[Stored items]
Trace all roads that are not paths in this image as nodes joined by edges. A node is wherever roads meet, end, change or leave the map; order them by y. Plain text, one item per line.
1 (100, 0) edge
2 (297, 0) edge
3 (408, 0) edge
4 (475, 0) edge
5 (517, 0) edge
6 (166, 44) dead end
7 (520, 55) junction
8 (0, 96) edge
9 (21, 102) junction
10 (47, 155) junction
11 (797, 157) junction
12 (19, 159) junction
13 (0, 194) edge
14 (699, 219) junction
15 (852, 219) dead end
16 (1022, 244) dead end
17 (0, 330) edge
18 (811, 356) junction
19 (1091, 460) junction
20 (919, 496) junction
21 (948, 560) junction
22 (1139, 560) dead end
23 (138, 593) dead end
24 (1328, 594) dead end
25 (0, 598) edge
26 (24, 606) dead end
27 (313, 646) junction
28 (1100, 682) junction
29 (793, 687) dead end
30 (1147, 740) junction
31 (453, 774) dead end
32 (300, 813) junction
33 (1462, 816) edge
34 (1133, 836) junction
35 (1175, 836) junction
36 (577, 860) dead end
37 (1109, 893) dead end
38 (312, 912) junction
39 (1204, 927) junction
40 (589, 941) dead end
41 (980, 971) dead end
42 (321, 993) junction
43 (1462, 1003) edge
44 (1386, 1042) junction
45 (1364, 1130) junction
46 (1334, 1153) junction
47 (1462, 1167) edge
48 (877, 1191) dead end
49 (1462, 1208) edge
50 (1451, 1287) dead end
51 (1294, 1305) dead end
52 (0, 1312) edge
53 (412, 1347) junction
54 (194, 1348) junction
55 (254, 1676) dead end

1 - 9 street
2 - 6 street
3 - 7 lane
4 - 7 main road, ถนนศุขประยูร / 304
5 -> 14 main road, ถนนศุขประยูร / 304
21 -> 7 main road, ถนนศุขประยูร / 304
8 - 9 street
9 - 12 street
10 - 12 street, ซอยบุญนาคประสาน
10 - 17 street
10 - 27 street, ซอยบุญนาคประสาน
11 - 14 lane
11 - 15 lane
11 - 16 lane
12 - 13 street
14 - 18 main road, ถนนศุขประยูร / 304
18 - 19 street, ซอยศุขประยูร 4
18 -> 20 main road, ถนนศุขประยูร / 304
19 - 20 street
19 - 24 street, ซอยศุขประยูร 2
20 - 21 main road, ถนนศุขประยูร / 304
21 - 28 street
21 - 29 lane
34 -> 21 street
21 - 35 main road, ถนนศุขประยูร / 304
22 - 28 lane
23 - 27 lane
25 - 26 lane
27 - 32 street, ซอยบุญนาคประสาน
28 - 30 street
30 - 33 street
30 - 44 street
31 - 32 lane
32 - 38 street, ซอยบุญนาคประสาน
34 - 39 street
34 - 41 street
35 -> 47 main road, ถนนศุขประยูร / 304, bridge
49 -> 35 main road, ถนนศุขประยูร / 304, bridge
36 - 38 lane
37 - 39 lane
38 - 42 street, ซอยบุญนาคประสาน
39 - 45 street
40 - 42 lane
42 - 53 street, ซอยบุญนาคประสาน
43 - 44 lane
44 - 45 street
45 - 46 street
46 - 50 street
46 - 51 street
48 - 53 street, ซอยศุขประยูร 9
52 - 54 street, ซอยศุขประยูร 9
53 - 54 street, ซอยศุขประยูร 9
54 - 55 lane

• _Exercise instructions_:
Every record, word for word, must be returned.

• _Exercise response_:
Trace all roads that are not paths in this image as nodes joined by edges. A node is wherever roads meet, end, change or leave the map; order them by y. Plain text, one item per line.
1 (100, 0) edge
2 (297, 0) edge
3 (408, 0) edge
4 (475, 0) edge
5 (517, 0) edge
6 (166, 44) dead end
7 (520, 55) junction
8 (0, 96) edge
9 (21, 102) junction
10 (47, 155) junction
11 (797, 157) junction
12 (19, 159) junction
13 (0, 194) edge
14 (699, 219) junction
15 (852, 219) dead end
16 (1022, 244) dead end
17 (0, 330) edge
18 (811, 356) junction
19 (1091, 460) junction
20 (919, 496) junction
21 (948, 560) junction
22 (1139, 560) dead end
23 (138, 593) dead end
24 (1328, 594) dead end
25 (0, 598) edge
26 (24, 606) dead end
27 (313, 646) junction
28 (1100, 682) junction
29 (793, 687) dead end
30 (1147, 740) junction
31 (453, 774) dead end
32 (300, 813) junction
33 (1462, 816) edge
34 (1133, 836) junction
35 (1175, 836) junction
36 (577, 860) dead end
37 (1109, 893) dead end
38 (312, 912) junction
39 (1204, 927) junction
40 (589, 941) dead end
41 (980, 971) dead end
42 (321, 993) junction
43 (1462, 1003) edge
44 (1386, 1042) junction
45 (1364, 1130) junction
46 (1334, 1153) junction
47 (1462, 1167) edge
48 (877, 1191) dead end
49 (1462, 1208) edge
50 (1451, 1287) dead end
51 (1294, 1305) dead end
52 (0, 1312) edge
53 (412, 1347) junction
54 (194, 1348) junction
55 (254, 1676) dead end

1 - 9 street
2 - 6 street
3 - 7 lane
4 - 7 main road, ถนนศุขประยูร / 304
5 -> 14 main road, ถนนศุขประยูร / 304
21 -> 7 main road, ถนนศุขประยูร / 304
8 - 9 street
9 - 12 street
10 - 12 street, ซอยบุญนาคประสาน
10 - 17 street
10 - 27 street, ซอยบุญนาคประสาน
11 - 14 lane
11 - 15 lane
11 - 16 lane
12 - 13 street
14 - 18 main road, ถนนศุขประยูร / 304
18 - 19 street, ซอยศุขประยูร 4
18 -> 20 main road, ถนนศุขประยูร / 304
19 - 20 street
19 - 24 street, ซอยศุขประยูร 2
20 - 21 main road, ถนนศุขประยูร / 304
21 - 28 street
21 - 29 lane
34 -> 21 street
21 - 35 main road, ถนนศุขประยูร / 304
22 - 28 lane
23 - 27 lane
25 - 26 lane
27 - 32 street, ซอยบุญนาคประสาน
28 - 30 street
30 - 33 street
30 - 44 street
31 - 32 lane
32 - 38 street, ซอยบุญนาคประสาน
34 - 39 street
34 - 41 street
35 -> 47 main road, ถนนศุขประยูร / 304, bridge
49 -> 35 main road, ถนนศุขประยูร / 304, bridge
36 - 38 lane
37 - 39 lane
38 - 42 street, ซอยบุญนาคประสาน
39 - 45 street
40 - 42 lane
42 - 53 street, ซอยบุญนาคประสาน
43 - 44 lane
44 - 45 street
45 - 46 street
46 - 50 street
46 - 51 street
48 - 53 street, ซอยศุขประยูร 9
52 - 54 street, ซอยศุขประยูร 9
53 - 54 street, ซอยศุขประยูร 9
54 - 55 lane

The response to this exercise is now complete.